* What to produce *
What lines of the data hold the string "Husan"? Pull each one out.

[Data items]
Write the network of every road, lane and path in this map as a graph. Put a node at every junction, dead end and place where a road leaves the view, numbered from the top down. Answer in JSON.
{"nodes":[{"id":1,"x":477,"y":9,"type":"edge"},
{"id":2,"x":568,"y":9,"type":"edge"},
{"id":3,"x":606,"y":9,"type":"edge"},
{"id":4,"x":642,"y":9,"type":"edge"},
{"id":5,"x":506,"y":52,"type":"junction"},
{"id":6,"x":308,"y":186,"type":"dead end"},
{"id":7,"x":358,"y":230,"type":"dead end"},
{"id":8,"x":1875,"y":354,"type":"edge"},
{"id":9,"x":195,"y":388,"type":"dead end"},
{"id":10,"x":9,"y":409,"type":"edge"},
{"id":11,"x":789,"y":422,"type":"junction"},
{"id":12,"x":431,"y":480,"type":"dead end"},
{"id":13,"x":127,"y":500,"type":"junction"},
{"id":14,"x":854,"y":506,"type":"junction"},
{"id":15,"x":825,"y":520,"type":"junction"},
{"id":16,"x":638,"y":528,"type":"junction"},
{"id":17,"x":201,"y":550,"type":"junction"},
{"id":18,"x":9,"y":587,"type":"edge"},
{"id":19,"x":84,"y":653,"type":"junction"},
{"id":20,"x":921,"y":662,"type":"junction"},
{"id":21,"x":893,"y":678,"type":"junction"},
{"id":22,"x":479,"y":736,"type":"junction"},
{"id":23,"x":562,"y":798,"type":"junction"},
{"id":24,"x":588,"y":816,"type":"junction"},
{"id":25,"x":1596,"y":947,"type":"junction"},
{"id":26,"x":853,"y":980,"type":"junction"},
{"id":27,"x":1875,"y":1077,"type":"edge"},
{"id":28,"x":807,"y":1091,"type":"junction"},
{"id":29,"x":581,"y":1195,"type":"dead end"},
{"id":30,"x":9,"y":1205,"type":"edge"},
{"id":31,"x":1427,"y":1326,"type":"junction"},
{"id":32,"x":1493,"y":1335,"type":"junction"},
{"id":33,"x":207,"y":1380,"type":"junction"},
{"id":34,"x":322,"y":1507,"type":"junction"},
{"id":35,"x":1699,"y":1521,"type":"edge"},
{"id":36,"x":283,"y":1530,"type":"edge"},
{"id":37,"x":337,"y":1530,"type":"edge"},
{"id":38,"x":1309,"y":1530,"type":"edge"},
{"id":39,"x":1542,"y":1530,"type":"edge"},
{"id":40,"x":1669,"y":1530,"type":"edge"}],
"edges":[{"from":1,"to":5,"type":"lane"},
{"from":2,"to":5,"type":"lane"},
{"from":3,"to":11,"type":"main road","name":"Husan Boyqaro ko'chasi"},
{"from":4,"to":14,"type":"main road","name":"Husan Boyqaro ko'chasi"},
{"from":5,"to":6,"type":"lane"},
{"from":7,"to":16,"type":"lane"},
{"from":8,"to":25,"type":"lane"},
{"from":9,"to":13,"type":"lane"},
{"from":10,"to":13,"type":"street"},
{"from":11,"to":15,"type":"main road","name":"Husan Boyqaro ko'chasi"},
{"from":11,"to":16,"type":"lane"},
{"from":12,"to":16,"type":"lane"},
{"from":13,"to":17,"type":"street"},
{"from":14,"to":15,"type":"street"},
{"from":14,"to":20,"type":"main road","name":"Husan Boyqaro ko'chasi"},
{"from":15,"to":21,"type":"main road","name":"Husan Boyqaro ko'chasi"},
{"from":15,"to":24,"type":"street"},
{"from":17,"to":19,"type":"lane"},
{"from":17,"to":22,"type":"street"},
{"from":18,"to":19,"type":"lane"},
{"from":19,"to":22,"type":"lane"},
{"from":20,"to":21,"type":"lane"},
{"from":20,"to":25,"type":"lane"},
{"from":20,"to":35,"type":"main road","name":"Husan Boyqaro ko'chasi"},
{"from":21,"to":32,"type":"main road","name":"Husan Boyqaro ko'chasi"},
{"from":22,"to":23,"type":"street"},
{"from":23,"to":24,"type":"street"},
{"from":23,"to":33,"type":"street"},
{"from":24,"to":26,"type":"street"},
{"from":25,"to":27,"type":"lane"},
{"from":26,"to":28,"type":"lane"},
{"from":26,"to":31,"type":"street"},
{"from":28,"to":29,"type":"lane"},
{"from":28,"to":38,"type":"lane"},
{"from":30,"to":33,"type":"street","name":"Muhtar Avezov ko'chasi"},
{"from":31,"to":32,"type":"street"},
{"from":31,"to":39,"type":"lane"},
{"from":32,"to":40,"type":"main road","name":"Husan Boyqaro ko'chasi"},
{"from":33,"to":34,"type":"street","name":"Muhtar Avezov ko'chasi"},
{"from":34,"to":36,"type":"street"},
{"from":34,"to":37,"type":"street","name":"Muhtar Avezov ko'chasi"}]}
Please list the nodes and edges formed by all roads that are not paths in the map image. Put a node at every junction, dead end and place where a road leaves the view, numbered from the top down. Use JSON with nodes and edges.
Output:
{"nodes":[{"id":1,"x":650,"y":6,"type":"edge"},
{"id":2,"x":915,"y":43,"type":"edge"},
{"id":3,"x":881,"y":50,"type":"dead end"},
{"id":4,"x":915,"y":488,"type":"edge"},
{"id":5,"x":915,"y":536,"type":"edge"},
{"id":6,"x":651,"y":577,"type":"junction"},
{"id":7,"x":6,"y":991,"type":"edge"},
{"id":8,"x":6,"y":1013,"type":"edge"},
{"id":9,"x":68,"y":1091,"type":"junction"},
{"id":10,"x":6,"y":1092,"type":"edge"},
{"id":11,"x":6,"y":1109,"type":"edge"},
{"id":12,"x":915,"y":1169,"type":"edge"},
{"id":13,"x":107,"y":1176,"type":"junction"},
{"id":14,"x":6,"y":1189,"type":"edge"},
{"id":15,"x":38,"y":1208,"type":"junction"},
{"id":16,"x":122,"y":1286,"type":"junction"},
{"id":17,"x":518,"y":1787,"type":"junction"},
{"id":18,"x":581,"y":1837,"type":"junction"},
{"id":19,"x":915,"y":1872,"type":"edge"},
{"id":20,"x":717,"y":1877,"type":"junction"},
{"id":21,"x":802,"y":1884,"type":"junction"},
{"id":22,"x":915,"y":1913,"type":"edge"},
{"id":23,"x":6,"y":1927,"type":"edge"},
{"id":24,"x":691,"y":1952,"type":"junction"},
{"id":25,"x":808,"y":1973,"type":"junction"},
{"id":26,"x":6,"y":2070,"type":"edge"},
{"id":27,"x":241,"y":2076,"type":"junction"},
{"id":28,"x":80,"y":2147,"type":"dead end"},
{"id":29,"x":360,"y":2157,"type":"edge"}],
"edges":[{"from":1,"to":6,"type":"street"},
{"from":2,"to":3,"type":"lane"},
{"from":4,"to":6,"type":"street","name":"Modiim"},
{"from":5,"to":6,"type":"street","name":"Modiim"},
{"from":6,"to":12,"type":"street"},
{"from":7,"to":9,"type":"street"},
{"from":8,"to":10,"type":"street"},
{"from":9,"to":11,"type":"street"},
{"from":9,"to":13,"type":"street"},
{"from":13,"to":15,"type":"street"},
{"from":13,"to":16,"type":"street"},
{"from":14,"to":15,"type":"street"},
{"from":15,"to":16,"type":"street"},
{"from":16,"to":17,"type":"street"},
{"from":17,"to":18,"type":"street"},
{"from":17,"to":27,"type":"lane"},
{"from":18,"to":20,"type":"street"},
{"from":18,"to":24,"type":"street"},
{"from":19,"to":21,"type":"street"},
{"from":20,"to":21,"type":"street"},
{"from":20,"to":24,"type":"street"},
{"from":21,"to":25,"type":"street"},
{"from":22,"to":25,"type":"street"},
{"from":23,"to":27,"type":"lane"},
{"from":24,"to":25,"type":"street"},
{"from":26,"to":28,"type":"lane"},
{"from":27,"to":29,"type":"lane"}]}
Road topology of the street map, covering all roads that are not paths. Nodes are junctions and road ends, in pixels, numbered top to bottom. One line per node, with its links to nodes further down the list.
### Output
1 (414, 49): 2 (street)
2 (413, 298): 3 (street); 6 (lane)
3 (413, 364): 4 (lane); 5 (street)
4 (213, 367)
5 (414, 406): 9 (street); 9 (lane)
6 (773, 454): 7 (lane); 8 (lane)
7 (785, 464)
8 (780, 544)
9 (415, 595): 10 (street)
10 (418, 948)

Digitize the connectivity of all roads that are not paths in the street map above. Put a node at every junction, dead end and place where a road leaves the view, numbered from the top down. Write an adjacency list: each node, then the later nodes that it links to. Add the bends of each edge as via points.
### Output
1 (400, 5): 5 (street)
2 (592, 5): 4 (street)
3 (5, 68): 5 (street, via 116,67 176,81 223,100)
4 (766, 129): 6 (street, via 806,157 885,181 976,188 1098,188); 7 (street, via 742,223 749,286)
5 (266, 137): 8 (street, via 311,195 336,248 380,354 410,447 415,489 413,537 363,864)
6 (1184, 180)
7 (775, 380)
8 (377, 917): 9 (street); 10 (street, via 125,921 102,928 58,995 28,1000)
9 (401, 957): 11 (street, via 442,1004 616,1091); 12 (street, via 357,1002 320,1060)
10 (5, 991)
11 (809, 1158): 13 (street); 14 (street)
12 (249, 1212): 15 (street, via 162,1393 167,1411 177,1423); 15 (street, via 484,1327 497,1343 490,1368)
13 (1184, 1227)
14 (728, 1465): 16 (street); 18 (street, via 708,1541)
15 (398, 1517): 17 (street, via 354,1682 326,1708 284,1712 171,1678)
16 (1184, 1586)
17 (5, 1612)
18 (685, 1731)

* Answer area *
{"from":3,"to":11,"type":"main road","name":"Husan Boyqaro ko'chasi"},
{"from":4,"to":14,"type":"main road","name":"Husan Boyqaro ko'chasi"},
{"from":11,"to":15,"type":"main road","name":"Husan Boyqaro ko'chasi"},
{"from":14,"to":20,"type":"main road","name":"Husan Boyqaro ko'chasi"},
{"from":15,"to":21,"type":"main road","name":"Husan Boyqaro ko'chasi"},
{"from":20,"to":35,"type":"main road","name":"Husan Boyqaro ko'chasi"},
{"from":21,"to":32,"type":"main road","name":"Husan Boyqaro ko'chasi"},
{"from":32,"to":40,"type":"main road","name":"Husan Boyqaro ko'chasi"},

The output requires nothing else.